Material supplied =>
- Opening Delimiter -

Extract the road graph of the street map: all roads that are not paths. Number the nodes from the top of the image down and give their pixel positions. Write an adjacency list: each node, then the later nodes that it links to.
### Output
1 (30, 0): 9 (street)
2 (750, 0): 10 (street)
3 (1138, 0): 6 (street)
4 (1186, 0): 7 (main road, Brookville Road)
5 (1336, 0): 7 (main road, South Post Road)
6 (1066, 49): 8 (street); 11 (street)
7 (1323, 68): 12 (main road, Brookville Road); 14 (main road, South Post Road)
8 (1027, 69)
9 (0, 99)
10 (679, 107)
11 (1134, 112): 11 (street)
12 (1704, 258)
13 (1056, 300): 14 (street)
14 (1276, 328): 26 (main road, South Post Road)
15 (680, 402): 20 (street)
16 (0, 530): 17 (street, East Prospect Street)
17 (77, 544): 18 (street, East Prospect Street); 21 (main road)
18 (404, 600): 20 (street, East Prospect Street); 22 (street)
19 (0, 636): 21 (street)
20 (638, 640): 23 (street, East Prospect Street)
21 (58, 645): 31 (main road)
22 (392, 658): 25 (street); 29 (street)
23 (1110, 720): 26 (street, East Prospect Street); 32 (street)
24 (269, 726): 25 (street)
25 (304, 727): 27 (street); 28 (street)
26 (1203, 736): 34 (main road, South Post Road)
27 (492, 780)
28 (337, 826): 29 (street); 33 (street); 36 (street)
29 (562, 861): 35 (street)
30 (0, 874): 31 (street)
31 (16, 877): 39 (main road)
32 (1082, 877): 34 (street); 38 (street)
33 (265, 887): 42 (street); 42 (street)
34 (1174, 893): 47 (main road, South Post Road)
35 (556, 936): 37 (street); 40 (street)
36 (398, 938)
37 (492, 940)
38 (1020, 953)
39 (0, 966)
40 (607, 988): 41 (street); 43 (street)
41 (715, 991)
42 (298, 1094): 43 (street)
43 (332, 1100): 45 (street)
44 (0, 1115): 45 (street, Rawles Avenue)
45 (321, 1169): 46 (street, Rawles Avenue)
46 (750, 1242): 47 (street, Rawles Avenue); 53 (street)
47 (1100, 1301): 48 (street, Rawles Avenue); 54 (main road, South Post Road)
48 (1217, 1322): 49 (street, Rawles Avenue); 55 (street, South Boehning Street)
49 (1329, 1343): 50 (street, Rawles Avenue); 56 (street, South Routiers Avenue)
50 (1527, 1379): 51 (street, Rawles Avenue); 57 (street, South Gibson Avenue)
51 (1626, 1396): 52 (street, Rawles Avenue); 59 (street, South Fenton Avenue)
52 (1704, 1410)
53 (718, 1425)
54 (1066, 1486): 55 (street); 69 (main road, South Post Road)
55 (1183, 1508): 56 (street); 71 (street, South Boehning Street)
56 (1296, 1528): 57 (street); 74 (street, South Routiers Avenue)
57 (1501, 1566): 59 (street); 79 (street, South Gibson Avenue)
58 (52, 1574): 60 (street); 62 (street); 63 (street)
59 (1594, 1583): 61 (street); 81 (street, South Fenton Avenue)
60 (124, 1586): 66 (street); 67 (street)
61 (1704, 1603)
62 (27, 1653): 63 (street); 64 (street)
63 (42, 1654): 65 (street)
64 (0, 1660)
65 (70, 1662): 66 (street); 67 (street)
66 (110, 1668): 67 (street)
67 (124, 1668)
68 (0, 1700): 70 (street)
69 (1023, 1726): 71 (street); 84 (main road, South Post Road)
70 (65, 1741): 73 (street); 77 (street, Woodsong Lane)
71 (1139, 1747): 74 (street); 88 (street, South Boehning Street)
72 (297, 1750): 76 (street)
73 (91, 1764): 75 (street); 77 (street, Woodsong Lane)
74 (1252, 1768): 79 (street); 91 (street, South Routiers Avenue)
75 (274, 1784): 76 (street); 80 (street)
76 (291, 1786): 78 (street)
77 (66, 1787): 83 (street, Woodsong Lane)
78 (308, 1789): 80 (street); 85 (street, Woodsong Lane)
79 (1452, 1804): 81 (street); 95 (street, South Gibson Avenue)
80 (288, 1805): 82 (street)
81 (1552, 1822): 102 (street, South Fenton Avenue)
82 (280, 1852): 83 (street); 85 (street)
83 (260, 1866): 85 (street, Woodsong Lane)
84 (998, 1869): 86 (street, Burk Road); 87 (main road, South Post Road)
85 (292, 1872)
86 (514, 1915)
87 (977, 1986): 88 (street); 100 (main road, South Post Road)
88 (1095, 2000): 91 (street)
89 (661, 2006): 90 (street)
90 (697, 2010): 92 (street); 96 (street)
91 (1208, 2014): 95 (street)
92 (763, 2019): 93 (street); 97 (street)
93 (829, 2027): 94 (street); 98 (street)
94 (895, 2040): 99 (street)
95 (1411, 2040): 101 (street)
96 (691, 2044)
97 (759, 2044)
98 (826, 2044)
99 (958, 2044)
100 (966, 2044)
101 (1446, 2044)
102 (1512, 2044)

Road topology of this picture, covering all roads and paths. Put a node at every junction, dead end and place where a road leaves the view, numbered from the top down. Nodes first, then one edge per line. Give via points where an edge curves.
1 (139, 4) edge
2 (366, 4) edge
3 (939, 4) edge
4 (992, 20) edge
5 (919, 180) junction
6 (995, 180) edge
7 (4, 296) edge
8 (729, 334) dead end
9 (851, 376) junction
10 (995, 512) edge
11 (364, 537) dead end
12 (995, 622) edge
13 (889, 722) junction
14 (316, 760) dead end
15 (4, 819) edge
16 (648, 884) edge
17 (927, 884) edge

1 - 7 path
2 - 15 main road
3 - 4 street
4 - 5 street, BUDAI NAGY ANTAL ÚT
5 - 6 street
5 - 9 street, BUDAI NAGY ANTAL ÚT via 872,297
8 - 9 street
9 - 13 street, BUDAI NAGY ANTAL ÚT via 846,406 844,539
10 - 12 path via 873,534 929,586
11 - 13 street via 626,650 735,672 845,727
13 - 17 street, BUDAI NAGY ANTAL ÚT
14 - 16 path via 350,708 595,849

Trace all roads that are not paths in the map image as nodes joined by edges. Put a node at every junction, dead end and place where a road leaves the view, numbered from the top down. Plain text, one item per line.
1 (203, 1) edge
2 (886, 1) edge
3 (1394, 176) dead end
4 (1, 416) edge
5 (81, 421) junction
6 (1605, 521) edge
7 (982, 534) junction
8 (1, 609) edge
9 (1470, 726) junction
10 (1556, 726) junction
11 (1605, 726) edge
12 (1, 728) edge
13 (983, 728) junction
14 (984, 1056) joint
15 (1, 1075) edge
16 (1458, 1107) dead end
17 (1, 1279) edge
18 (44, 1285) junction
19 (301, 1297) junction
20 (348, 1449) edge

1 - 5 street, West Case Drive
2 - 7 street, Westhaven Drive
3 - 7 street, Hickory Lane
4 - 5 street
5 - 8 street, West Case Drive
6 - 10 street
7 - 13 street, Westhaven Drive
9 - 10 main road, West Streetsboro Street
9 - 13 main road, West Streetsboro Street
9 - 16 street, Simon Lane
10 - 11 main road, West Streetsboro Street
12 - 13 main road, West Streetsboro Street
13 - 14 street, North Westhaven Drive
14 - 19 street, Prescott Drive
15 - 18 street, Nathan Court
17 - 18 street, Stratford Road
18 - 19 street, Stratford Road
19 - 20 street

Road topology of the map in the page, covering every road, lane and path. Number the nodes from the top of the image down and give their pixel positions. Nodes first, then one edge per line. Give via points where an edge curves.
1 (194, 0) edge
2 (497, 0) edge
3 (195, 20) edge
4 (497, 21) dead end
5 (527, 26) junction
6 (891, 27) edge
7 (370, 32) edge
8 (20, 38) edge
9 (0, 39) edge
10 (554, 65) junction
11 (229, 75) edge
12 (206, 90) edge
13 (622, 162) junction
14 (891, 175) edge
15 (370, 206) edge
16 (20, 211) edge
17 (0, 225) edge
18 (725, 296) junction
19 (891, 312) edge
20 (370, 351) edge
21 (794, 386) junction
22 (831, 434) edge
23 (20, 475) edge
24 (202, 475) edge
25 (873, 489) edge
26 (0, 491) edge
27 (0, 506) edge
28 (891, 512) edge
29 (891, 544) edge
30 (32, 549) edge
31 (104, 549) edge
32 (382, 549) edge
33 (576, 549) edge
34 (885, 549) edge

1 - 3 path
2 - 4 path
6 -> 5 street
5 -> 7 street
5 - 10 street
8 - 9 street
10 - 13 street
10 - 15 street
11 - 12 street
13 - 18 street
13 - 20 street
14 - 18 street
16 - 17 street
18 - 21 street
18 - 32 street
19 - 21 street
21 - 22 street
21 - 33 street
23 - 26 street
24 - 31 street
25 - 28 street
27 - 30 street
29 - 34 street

- Closing Delimiter -

Task directions =>
Filter the entries and copy each line with "Brookville".

Reply to the task =>
4 (1186, 0): 7 (main road, Brookville Road)
7 (1323, 68): 12 (main road, Brookville Road); 14 (main road, South Post Road)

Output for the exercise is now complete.